The Kingdom of Sine (also: Sin, Siine or Siin in the Serer-Sine language) was a post-classical Serer kingdom along the north bank of the Saloum River delta in modern Senegal. The inhabitants are called Siin-Siin or Sine-Sine (a Serer plural form or Serer-demonym, e.g. Bawol-Bawol and Saloum-Saloum / Saluum-Saluum, inhabitants of Baol and Saloum respectively).

History

Medieval to 19th century

 
According to the historian David Galvan, "The oral historical record, written accounts by early Arab and European explorers, and physical anthropological evidence suggest that the various Serer peoples migrated south from the Futa Tooro region (Senegal River valley) beginning around the eleventh century, when Islam first came across the Sahara." Over generations these people, possibly Pulaar speaking herders originally, migrated through Wolof areas and entered the Siin and Saluum river valleys. This lengthy period of Wolof-Serer contact has left us unsure of the origins of shared "terminology, institutions, political structures, and practices."

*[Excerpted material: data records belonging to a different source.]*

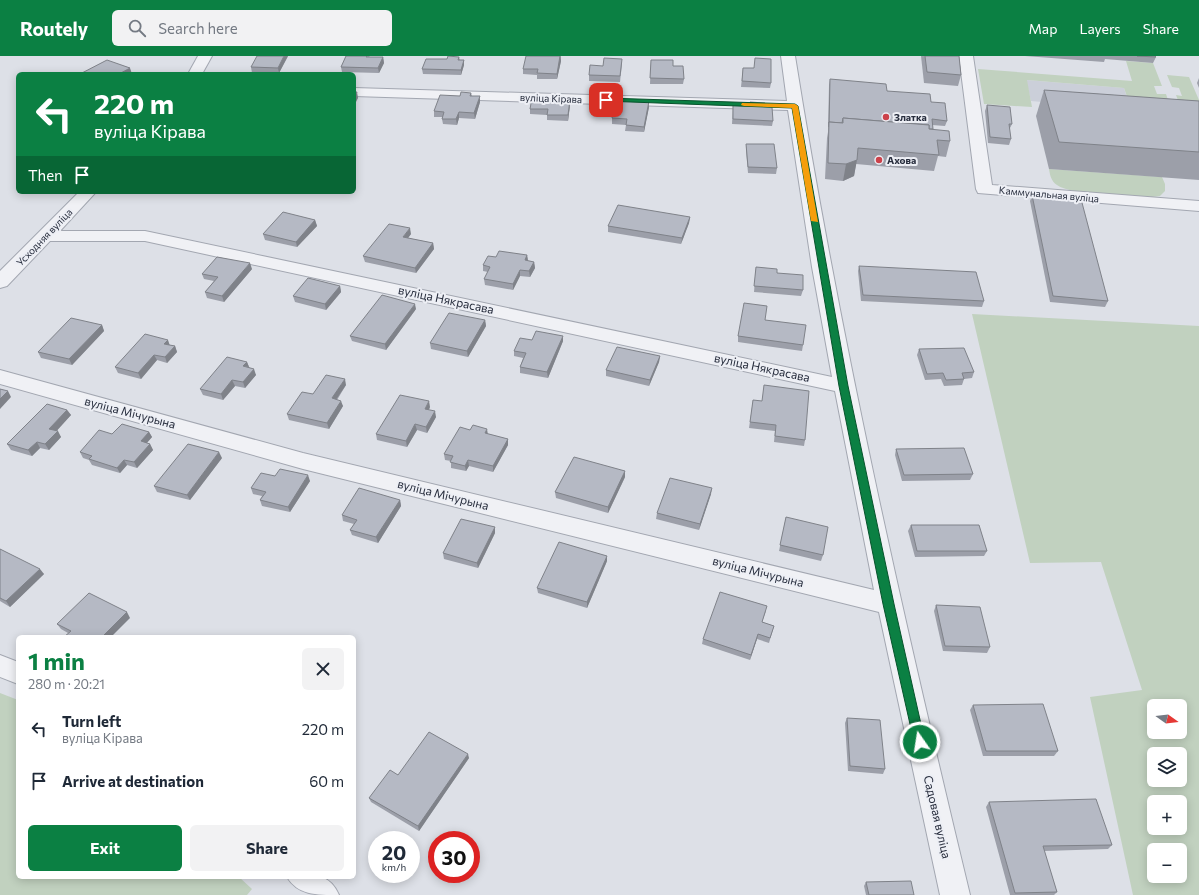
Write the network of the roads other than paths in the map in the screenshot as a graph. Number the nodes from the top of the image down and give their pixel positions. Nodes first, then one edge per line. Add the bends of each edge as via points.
1 (205, 56) edge
2 (788, 56) edge
3 (966, 56) edge
4 (196, 72) edge
5 (356, 92) edge
6 (795, 106) junction
7 (86, 194) edge
8 (1199, 206) edge
9 (45, 236) junction
10 (0, 282) edge
11 (0, 377) edge
12 (843, 386) junction
13 (888, 604) junction
14 (0, 666) edge
15 (16, 673) edge
16 (304, 879) edge
17 (324, 895) edge
18 (955, 895) edge

1 - 4 street
2 - 6 street, Садовая вуліца
3 - 8 street, Каммунальная вуліца via 984,189
5 - 6 street, вуліца Кірава
6 - 12 street, Садовая вуліца
7 - 9 street, Усходняя вуліца
9 - 10 street, Усходняя вуліца
9 - 12 street, вуліца Някрасава via 145,236
11 - 13 street, вуліца Мічурына via 303,461
12 - 13 street, Садовая вуліца
13 - 18 street, Садовая вуліца
14 - 15 street
16 - 17 street

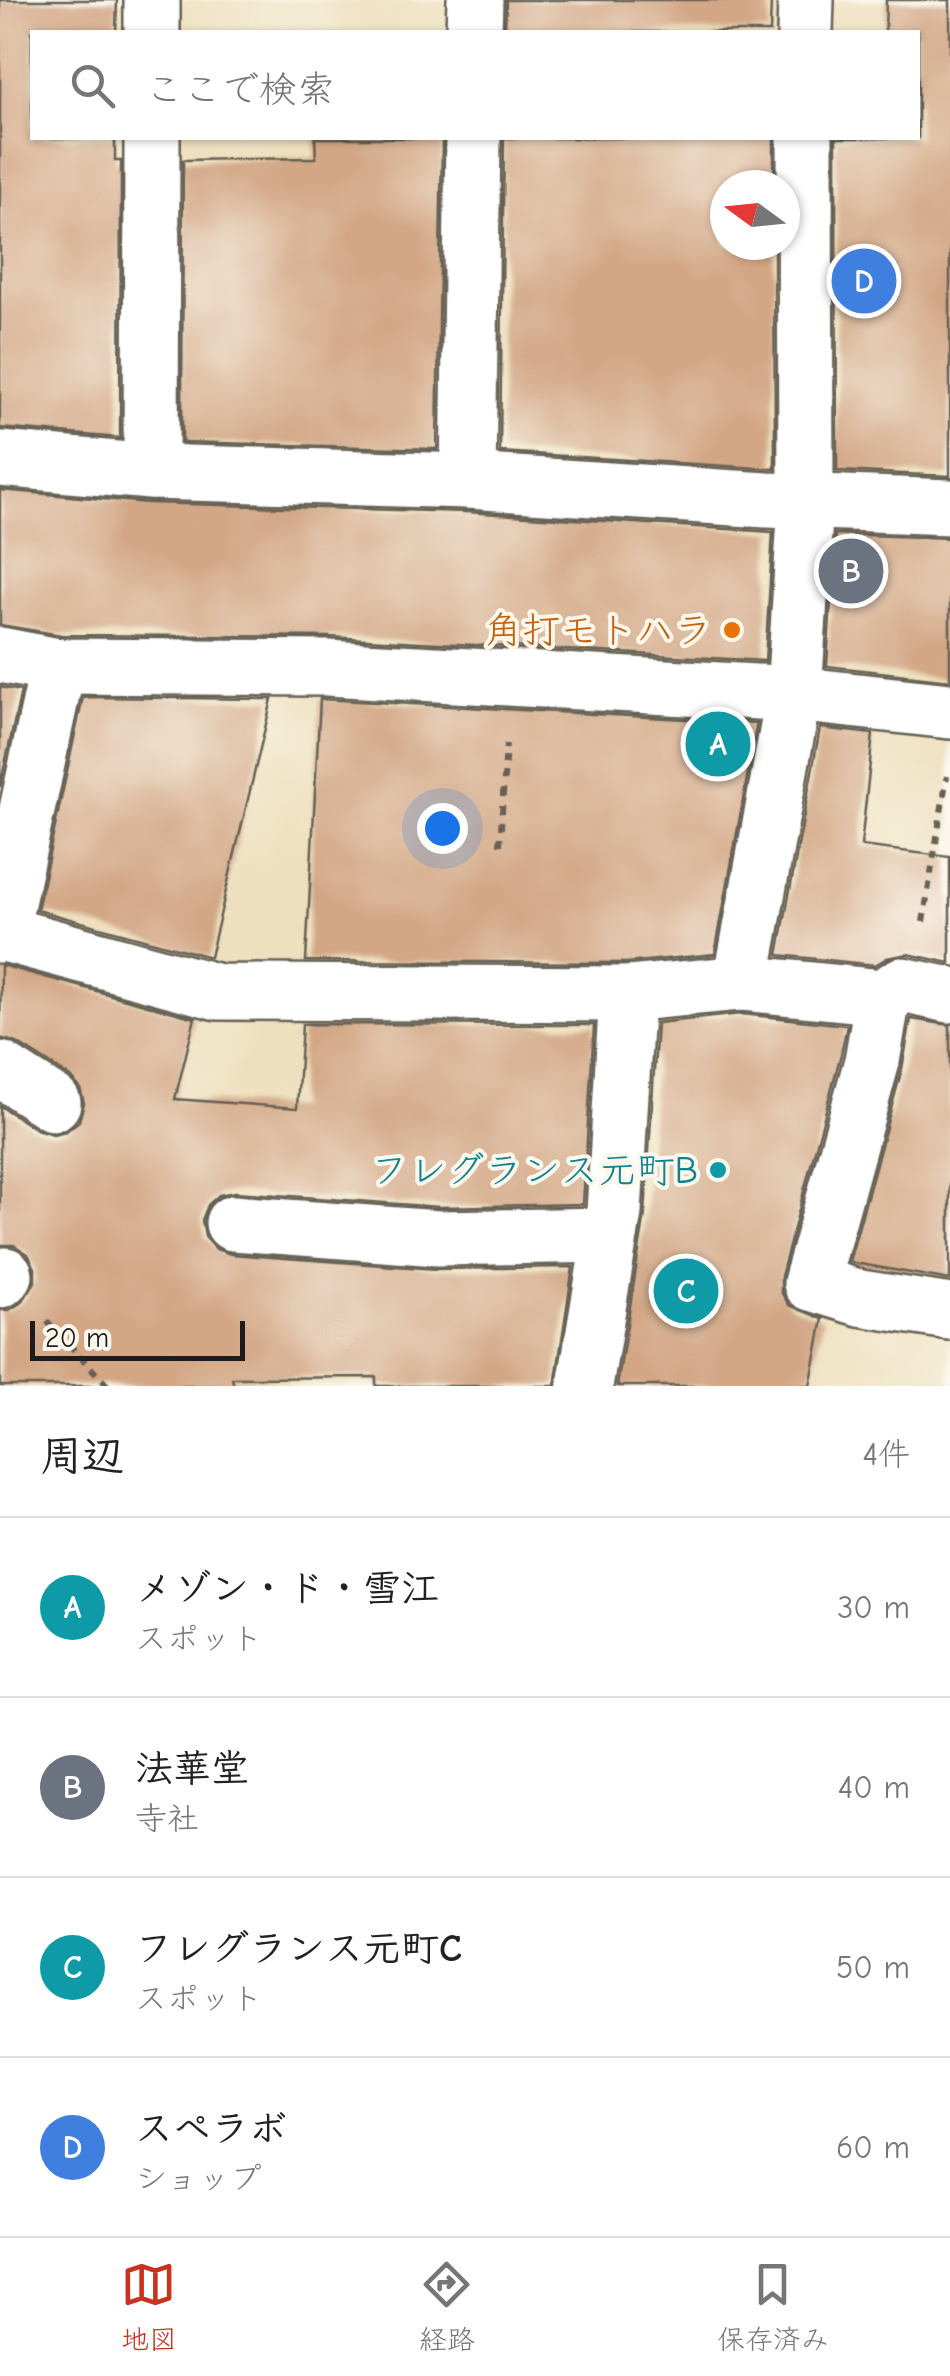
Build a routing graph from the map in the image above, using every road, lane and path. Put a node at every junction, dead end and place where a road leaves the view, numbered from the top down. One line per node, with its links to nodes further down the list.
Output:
1 (152, 0): 4 (street)
2 (475, 0): 5 (street)
3 (806, 0): 6 (street)
4 (152, 30)
5 (474, 30)
6 (805, 30)
7 (152, 140): 11 (street)
8 (473, 140): 12 (street)
9 (805, 140): 13 (street)
10 (0, 459): 11 (street)
11 (151, 472): 12 (street)
12 (468, 482): 13 (street)
13 (806, 502): 14 (street); 18 (street)
14 (950, 507)
15 (0, 655): 16 (street)
16 (58, 666): 17 (street); 22 (street)
17 (509, 678): 18 (street); 21 (path)
18 (794, 694): 19 (street); 23 (street)
19 (950, 711)
20 (947, 774): 24 (path)
21 (500, 846)
22 (1, 934): 25 (street)
23 (741, 984): 24 (street); 25 (street)
24 (915, 993): 31 (street)
25 (627, 994): 29 (street)
26 (0, 1069): 27 (street)
27 (53, 1103)
28 (234, 1223): 29 (street)
29 (610, 1235): 33 (street)
30 (2, 1278): 32 (path)
31 (950, 1312)
32 (108, 1386)
33 (585, 1386)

Professor Étienne Van de Walle gave a slightly later date, writing that "The formation of the Sereer ethnicity goes back to the thirteenth century, when a group came from the Senegal River valley in the north fleeing Islam, and near Niakhar met another group of Mandinka origin, called the Gelwar, who were coming from the southeast (Gravrand 1983). The actual Sereer ethnic group is a mixture of the two groups, and this may explain their complex bilinear kinship system".

Historian Professor Eunice A. Charles of Boston University posits that:

"About 1520 the two Sereer states to the south, Siin and Saalum, were able to throw off Jolof' s control, and the mid-sixteenth-century revolt of Kajoor marked the end of the empire. The battle of Danki [ca. 1549], vividly remembered by griots of both Jolof and Kajoor, completed the shift from political unity to a Senegambian balance of power. Bawol and Waalo followed Kajoor's example, and, although Jolof tried several times in the late sixteenth and early seventeenth centuries to reconquer Kajoor, none of its attempts was successful."

The actual foundation of the Kingdom of Sine is unclear, but in the late 14th century Mandinka migrants entered the area. They were led by a matrilinial clan known as the Gelwaar. Here they encountered the Serer, who had already established a system of lamanic authorities, and established a Gelwaar led state with its capital in or near a Serer lamanic estate centred at Mbissel.

Father Henry Gravrand reports an oral tradition that one Maad a Sinig Maysa Wali Jaxateh Manneh (many variations: Maysa Wali Jon; Maissa Wali Jon; etc.), fleeing with his family from Kaabu following  a battle in 1335 which he calls The Battle of Troubang, was granted asylum by the Serer nobility of Sine .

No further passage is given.